[Opening Input for this task section]

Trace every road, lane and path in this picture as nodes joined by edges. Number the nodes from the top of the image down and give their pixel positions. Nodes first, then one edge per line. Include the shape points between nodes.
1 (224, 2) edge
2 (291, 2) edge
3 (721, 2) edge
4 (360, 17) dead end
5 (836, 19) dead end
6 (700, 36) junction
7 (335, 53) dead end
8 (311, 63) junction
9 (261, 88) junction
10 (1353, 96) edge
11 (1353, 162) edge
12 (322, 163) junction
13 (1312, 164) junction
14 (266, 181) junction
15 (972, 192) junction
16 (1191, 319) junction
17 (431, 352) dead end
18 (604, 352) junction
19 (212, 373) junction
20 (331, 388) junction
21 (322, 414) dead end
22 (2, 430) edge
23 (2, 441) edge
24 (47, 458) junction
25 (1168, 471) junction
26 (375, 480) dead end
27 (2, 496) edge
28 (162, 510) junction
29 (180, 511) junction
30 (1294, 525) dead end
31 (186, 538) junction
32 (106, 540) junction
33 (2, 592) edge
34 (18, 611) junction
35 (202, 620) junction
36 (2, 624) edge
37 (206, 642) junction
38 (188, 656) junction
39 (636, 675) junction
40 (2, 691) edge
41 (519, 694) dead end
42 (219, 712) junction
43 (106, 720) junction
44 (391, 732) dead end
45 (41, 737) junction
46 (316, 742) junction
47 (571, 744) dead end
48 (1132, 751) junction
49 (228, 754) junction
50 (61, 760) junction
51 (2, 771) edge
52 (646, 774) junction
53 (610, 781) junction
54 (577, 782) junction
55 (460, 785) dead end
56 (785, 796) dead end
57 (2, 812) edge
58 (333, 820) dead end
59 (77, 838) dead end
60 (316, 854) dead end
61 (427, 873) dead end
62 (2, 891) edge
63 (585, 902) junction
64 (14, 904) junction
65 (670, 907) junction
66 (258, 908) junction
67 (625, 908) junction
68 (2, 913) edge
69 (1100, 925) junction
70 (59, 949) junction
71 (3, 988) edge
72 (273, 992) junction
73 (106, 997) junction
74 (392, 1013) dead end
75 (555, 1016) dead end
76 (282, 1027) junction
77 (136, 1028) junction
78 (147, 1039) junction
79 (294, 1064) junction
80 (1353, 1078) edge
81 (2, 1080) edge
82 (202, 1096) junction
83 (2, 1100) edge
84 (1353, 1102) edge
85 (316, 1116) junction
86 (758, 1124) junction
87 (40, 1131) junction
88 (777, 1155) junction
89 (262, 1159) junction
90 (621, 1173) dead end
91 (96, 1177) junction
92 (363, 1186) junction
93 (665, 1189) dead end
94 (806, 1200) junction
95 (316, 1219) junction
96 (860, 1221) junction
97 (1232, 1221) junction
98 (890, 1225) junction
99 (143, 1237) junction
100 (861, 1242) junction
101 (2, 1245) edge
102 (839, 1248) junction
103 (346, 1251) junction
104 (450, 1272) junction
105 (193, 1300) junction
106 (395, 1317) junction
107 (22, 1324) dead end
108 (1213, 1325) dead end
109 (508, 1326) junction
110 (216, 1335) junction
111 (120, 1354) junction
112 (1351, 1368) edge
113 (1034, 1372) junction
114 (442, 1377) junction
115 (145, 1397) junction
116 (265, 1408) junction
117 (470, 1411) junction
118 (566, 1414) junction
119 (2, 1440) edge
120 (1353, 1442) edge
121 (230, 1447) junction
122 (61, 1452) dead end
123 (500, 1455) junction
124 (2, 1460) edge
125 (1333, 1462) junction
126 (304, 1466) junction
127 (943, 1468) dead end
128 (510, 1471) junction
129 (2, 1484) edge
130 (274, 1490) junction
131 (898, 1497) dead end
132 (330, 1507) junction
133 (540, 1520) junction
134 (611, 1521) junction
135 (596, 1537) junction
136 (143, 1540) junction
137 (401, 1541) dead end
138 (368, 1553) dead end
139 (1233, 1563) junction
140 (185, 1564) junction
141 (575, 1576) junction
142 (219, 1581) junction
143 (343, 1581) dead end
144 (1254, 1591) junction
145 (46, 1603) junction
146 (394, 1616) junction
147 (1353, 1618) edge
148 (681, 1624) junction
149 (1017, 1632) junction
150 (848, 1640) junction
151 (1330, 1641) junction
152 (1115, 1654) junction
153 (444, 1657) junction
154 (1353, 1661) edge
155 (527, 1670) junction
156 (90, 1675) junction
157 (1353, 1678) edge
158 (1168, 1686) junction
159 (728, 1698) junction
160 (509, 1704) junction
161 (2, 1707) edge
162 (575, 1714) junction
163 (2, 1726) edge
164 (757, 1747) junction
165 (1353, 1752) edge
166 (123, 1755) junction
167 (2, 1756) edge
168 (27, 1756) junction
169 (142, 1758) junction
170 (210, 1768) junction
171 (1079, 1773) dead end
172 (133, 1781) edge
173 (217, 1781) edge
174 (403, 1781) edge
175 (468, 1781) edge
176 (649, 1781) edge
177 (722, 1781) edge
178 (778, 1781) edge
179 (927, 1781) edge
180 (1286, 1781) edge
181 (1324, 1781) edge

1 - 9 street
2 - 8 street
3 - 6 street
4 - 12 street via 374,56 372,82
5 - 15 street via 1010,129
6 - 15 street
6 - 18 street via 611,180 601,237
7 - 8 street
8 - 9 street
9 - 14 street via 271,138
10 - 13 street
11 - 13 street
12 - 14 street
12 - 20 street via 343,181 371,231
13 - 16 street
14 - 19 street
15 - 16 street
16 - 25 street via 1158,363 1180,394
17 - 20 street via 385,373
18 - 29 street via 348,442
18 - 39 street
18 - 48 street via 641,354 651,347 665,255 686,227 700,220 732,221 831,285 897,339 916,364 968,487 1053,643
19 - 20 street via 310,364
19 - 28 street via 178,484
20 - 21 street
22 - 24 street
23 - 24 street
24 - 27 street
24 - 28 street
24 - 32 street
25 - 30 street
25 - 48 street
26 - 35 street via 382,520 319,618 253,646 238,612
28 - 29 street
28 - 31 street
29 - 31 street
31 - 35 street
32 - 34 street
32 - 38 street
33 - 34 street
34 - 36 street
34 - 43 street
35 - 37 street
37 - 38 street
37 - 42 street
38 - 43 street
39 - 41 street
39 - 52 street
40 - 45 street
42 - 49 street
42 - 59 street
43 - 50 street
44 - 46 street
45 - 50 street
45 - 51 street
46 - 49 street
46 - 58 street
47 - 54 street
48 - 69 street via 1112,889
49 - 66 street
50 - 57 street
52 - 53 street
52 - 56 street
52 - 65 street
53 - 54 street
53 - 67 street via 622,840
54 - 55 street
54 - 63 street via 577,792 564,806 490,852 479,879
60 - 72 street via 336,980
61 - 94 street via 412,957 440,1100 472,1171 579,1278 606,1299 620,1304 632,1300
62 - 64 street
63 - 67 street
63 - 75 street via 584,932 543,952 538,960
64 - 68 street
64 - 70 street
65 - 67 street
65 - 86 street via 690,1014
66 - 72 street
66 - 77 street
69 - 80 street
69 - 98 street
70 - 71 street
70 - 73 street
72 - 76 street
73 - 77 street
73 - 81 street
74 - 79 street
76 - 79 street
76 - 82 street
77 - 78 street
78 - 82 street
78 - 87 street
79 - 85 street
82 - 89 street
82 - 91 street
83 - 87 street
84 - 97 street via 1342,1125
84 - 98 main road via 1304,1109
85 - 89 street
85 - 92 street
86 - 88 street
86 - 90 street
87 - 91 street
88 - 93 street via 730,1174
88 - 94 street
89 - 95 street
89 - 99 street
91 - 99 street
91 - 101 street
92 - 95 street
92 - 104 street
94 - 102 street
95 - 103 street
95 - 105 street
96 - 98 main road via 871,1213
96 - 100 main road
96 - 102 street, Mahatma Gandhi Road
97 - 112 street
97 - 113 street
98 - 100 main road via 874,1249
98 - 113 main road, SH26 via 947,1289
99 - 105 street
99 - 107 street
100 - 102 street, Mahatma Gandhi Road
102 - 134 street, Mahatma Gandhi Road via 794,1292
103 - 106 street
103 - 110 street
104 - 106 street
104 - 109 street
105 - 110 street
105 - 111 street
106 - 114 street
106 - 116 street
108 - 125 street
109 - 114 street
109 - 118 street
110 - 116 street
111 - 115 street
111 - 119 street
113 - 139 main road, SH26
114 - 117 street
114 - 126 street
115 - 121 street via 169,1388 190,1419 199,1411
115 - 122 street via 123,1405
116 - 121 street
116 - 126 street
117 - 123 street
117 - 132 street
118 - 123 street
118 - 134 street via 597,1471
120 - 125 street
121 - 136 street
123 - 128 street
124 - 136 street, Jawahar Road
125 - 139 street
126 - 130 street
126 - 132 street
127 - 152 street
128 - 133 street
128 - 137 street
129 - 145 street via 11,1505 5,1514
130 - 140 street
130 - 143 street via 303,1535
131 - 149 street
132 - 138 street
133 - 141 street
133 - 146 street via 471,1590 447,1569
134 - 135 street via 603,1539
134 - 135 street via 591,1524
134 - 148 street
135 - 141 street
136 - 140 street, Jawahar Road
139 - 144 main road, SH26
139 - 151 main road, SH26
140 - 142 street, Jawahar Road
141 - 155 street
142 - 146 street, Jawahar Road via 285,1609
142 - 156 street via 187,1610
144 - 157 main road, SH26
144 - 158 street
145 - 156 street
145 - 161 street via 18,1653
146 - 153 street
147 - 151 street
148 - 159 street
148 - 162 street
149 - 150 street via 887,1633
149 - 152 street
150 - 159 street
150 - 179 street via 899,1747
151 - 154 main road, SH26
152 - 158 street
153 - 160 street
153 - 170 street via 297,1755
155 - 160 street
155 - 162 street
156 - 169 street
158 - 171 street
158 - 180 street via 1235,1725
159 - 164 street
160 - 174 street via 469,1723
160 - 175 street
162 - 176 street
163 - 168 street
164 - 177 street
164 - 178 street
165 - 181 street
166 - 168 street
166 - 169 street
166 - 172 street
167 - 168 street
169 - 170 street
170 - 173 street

[Closing Input for this task section]

Find how many lines in the records contain the string "main", then give the number alone.

10